Figure 1

Monovalent SARS-CoV-2 RBD vaccines induce IgG antibody responses in NALF, BALF and serum. Mice were prime-boost immunized (d0, d21) intranasally with non-targeted (nt) RBD, strain Wuhan-Hu-1 (group #1) or primed subcutaneously and boosted intranasally with nt RBD (group #2), or prime-boosted intranasally with nt RBD, adjuvanted with Riboxxim and Chitosan (group #3), or prime-boosted intranasally with M-cell targeted RBD (RBD-cCPE, group #7). All vaccines were adjuvanted with Riboxxim.

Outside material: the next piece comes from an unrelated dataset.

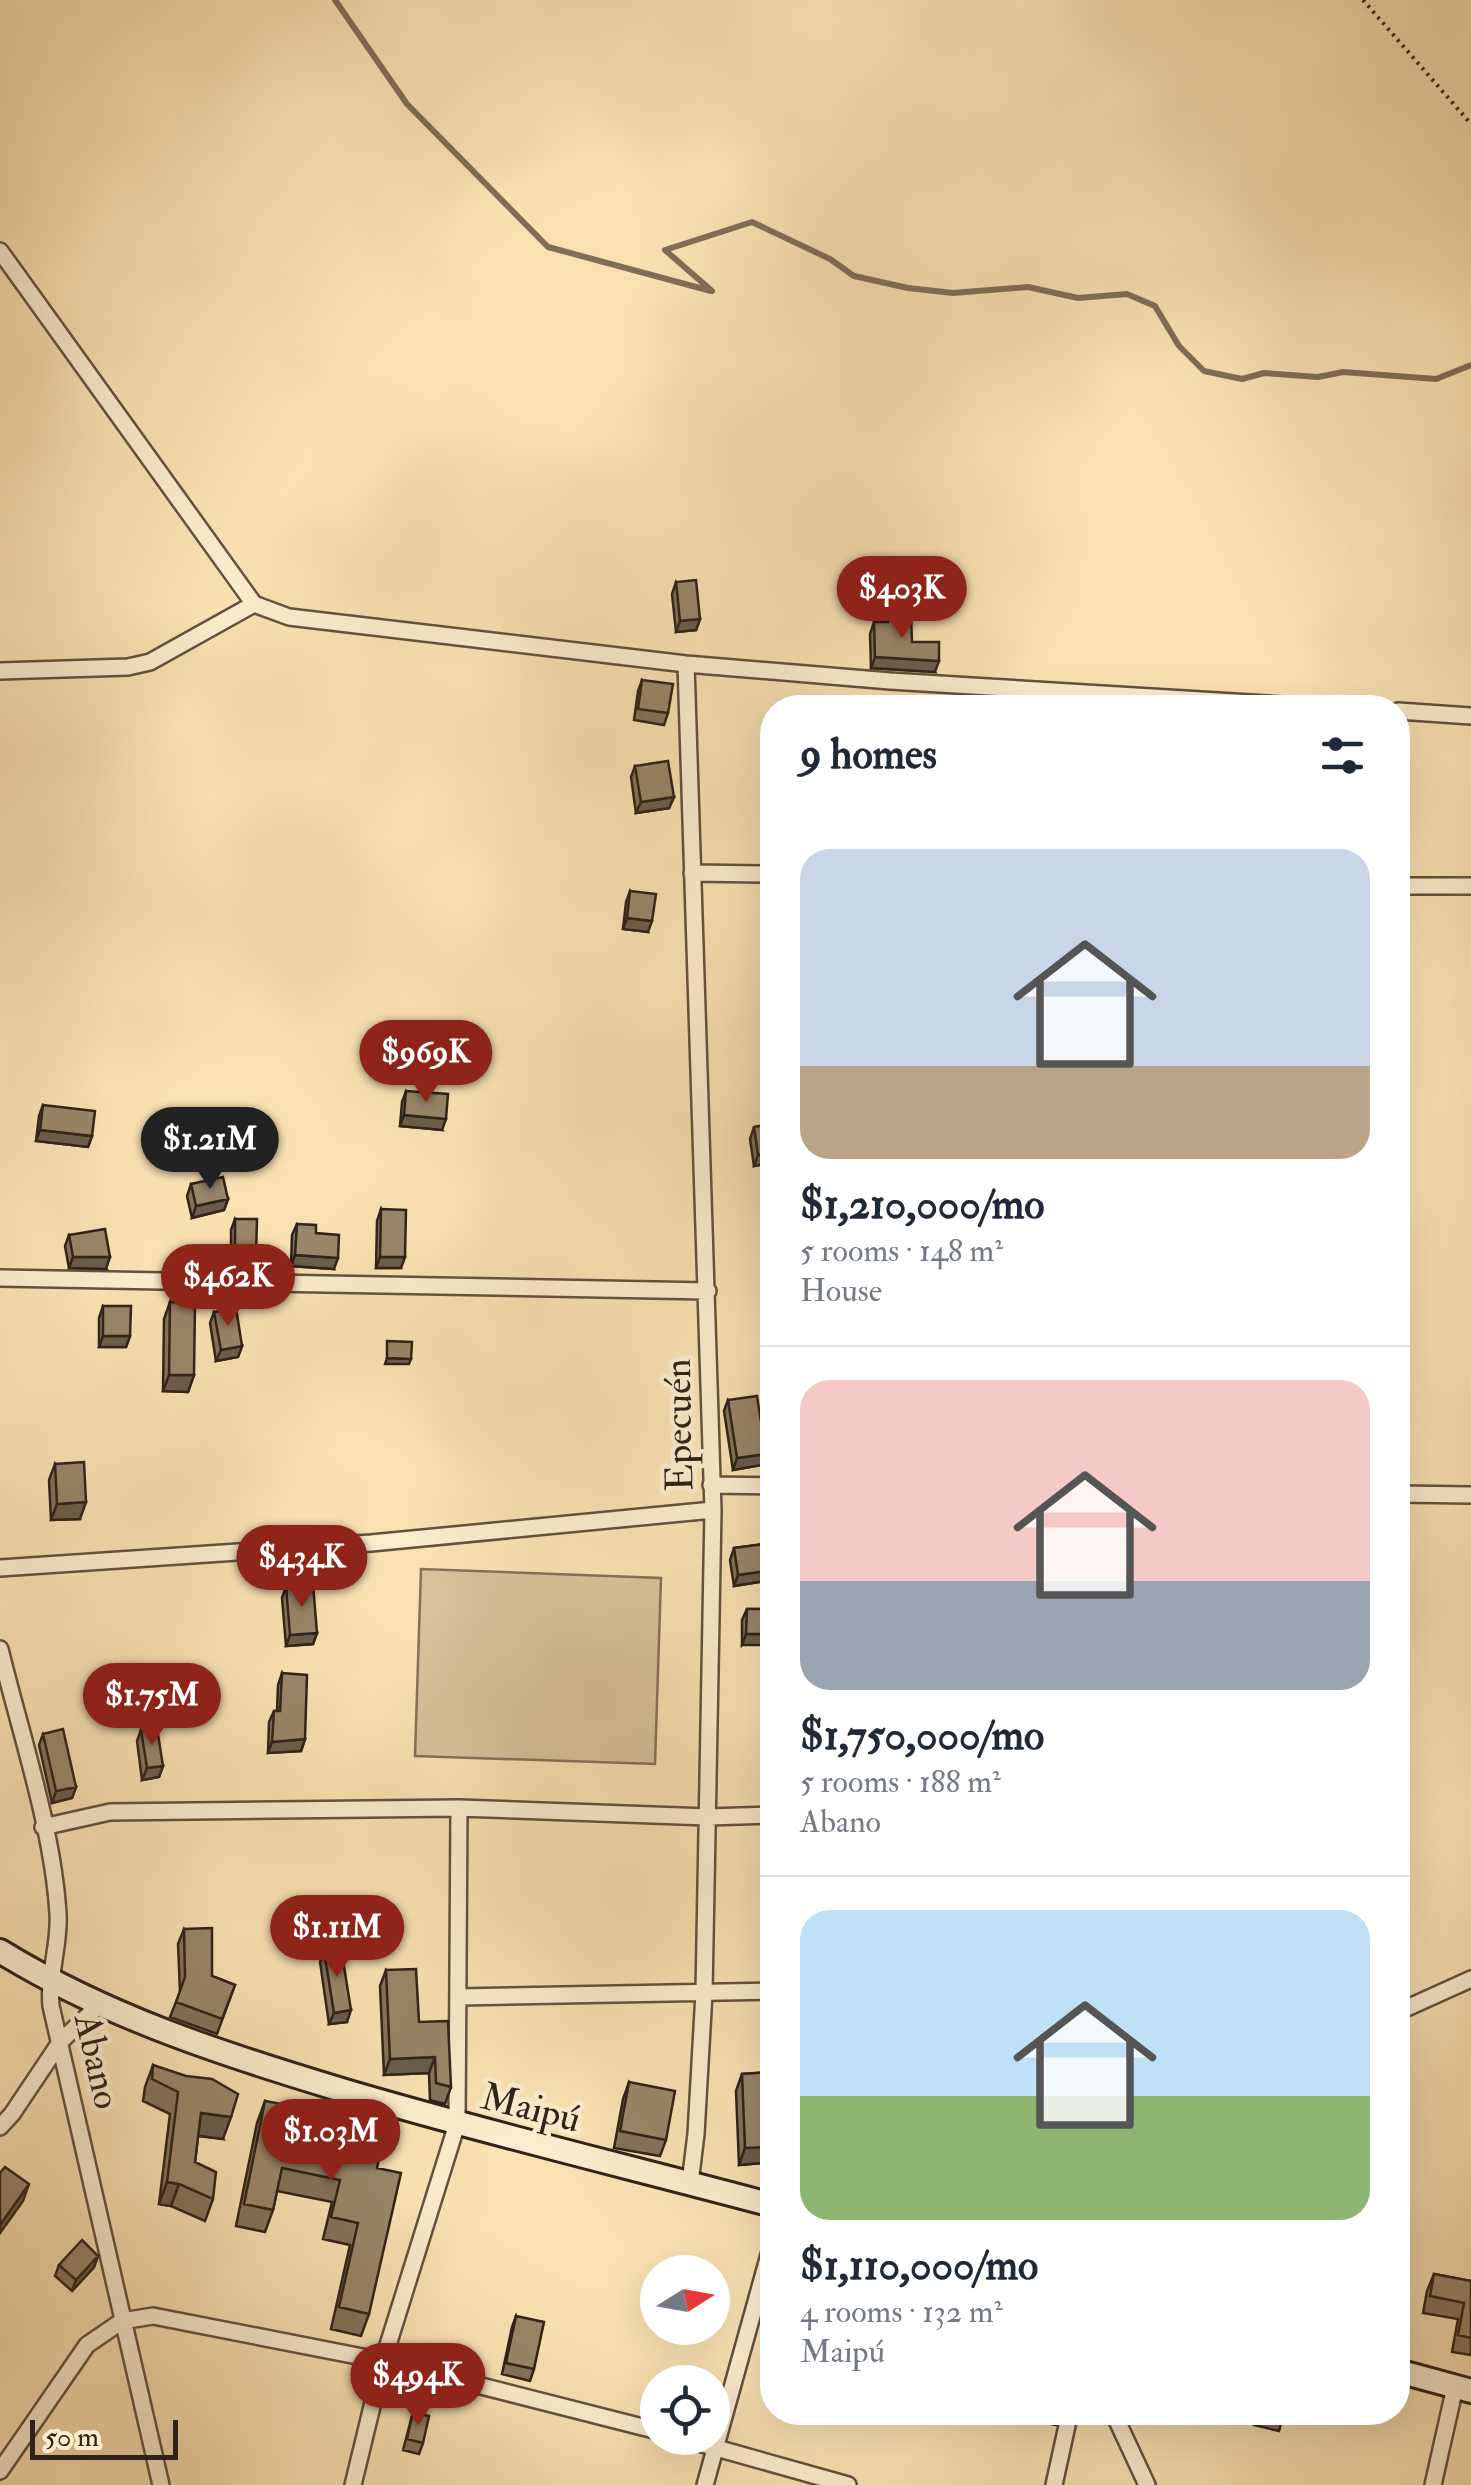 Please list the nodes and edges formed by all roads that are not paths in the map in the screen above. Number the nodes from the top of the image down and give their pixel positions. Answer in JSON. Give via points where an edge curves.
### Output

Sera, nasal fluid (NALF) and bronchioalveolar fluid (BALF) were obtained on day 28, 1 week after the boost, diluted in fourfold steps, and assayed for IgA antibodies in a Luminex assay with recombinant nt RBD, or recombinant trimeric spike protein, both derived from SARS-CoV-2 strain Wuhan-Hu-1. Endpoint titers (EP) were defined as highest sample dilution exceeding the signal of mean of control group (#9) + 3xSD. Log10 EC₅₀ values were calculated using GraphPad Prism 7, 5PL. For mice with low titers, EC₅₀ could not be determined and log10 EC₅₀ (IgG) was accepted as zero. Log10 of endpoint titers or EC₅₀ were plotted with geometric mean ± geometric SD. Two-way comparisons using the Mann–Whitney U test.